Salsa Parag Aher

Personal information
- Nickname: Sals
- Born: 12 June 2001 (age 25) Pune
- Home town: Pune

Sport
- Country: India
- Sport: Tennis
- Rank: National Ranking, U-18 No. 1
- Coached by: Hemant Bendrey and Kedar Shah

Achievements and titles
- World finals: 186 in ITF juniors
- Highest world ranking: 186

= Salsa Aher =

Indian tennis player

Salsa Aher is an Indian tennis player from Pune, India. In 2019 she became the top-ranked junior player in India. She was introduced to tennis at the young age of 6 years by her father. She plays left-handed. She is currently pursuing studies at the University of Nevada, Las Vegas and is a part of the women's tennis team of UNLV Rebels.

== Career ==

Salsa, who hails from Pune and is a student of Symbiosis College of Art and Commerce, started playing tennis from the age of 6 years. Her mother quit her job so she could support Salsa to train and excel in tennis. She trains at the Bounce Sports Academy in Pune under the guidance of Kedar Shah.
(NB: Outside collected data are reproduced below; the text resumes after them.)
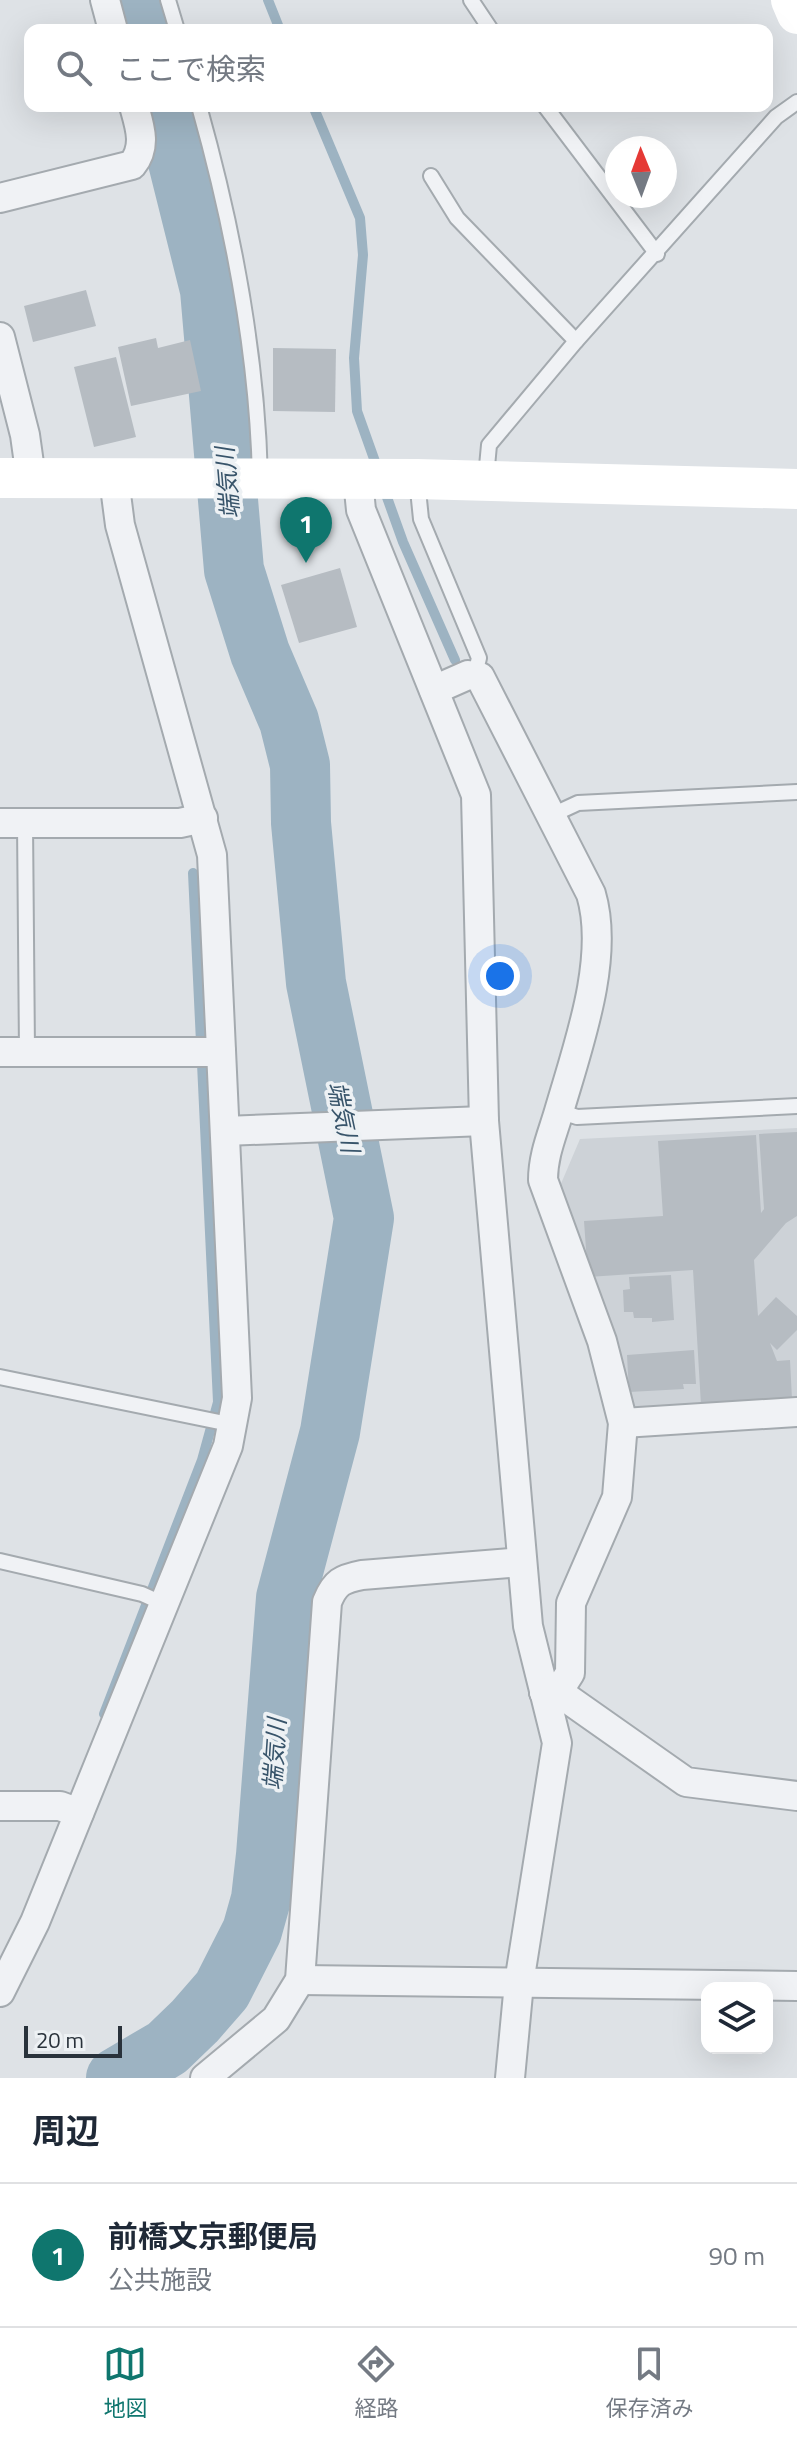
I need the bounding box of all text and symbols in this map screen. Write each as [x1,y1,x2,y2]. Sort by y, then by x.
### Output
search box [24,24,773,112]
icon: search [52,46,96,90]
text: ここで検索 [116,46,266,92]
north arrow [605,136,677,208]
water label: 端気川 [206,443,248,520]
pin: 1 [280,497,332,563]
your location [480,956,520,996]
water label: 端気川 [319,1078,370,1159]
water label: 端気川 [254,1714,295,1791]
map controls [701,1982,773,2054]
button: layers [701,1982,773,2054]
scale bar [24,2022,122,2058]
text: 20 m [36,2023,84,2057]
text: 周辺 [32,2104,100,2156]
text: 前橋文京郵便局 [108,2213,318,2259]
text: 1 [51,2236,65,2275]
text: 90 m [708,2236,765,2275]
text: 公共施設 [108,2260,212,2299]
tab: 地図 [103,2342,148,2425]
tab: 経路 [354,2342,399,2425]
tab: 保存済み [605,2342,694,2425]

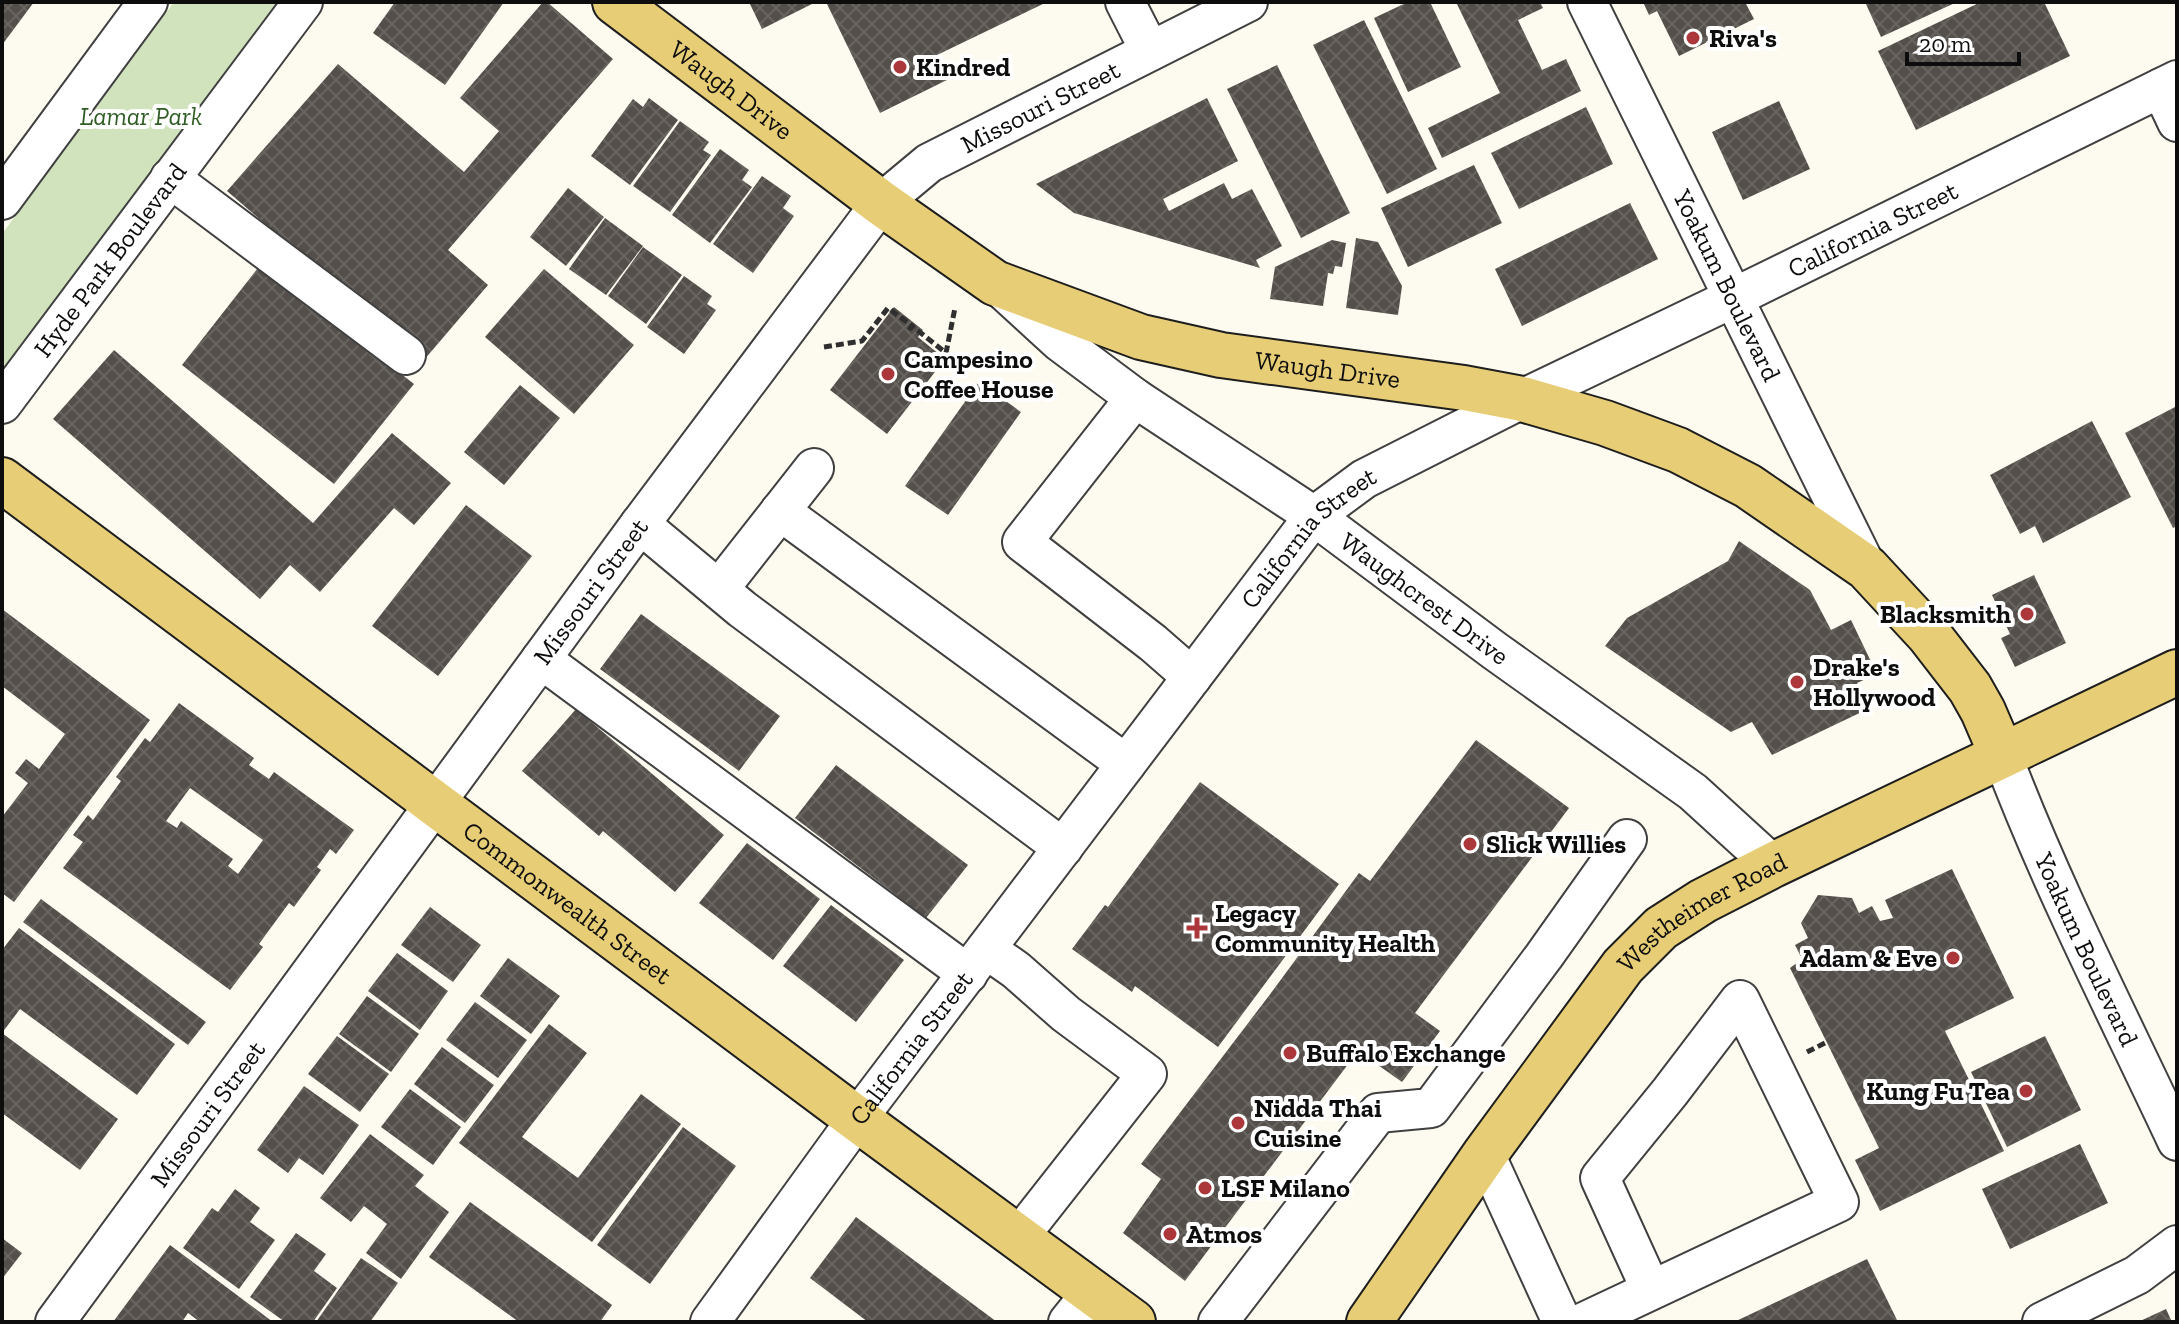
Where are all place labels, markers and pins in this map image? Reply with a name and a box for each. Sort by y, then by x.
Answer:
place label: Riva's [1709,22,1777,54]
marker: Riva's [1684,29,1702,47]
place label: Kindred [916,51,1011,83]
marker: Kindred [891,58,909,76]
place label: Campesino Coffee House [904,343,1054,405]
marker: Campesino Coffee House [879,365,897,383]
place label: Blacksmith [1880,598,2011,630]
marker: Blacksmith [2018,605,2036,623]
place label: Drake's Hollywood [1813,651,1936,713]
marker: Drake's Hollywood [1788,673,1806,691]
place label: Slick Willies [1486,828,1626,860]
marker: Slick Willies [1461,835,1479,853]
place label: Legacy Community Health [1215,897,1435,959]
marker: Legacy Community Health [1186,917,1208,939]
place label: Adam & Eve [1799,942,1937,974]
marker: Adam & Eve [1944,949,1962,967]
place label: Buffalo Exchange [1306,1037,1506,1069]
marker: Buffalo Exchange [1281,1044,1299,1062]
place label: Kung Fu Tea [1866,1075,2010,1107]
marker: Kung Fu Tea [2017,1082,2035,1100]
place label: Nidda Thai Cuisine [1254,1092,1382,1154]
marker: Nidda Thai Cuisine [1229,1114,1247,1132]
place label: LSF Milano [1221,1172,1350,1204]
marker: LSF Milano [1196,1179,1214,1197]
place label: Atmos [1186,1218,1262,1250]
marker: Atmos [1161,1225,1179,1243]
In 2016, she won Fenesta Open in Delhi which is regarded as the highest ranking All India Tennis Association tournament in India. She represented India in Women's Tennis Association (WTA) Future Stars, 2017 in Singapore where she won all her round robin matches and reached the semi-finals. She secured the runner-up position at ITF Junior, 2017 in Thailand.

She was also a part of 2nd HCL Asian B1 Junior Tennis Championship held in Pune, 2018. Salsa, also took part in 2019 Australian Open and won the first round of qualifiers but was eliminated by Federica Rossi of Italy in the Qualifying Competition. Recently, in December 2018, she won the Singles International Tennis Federation (ITF) Juniors Title in Pune.
According to the ranking list of All India Tennis Association 29 April 2019, Salsa is currently ranked India no. 1 in U-18 Girls Category.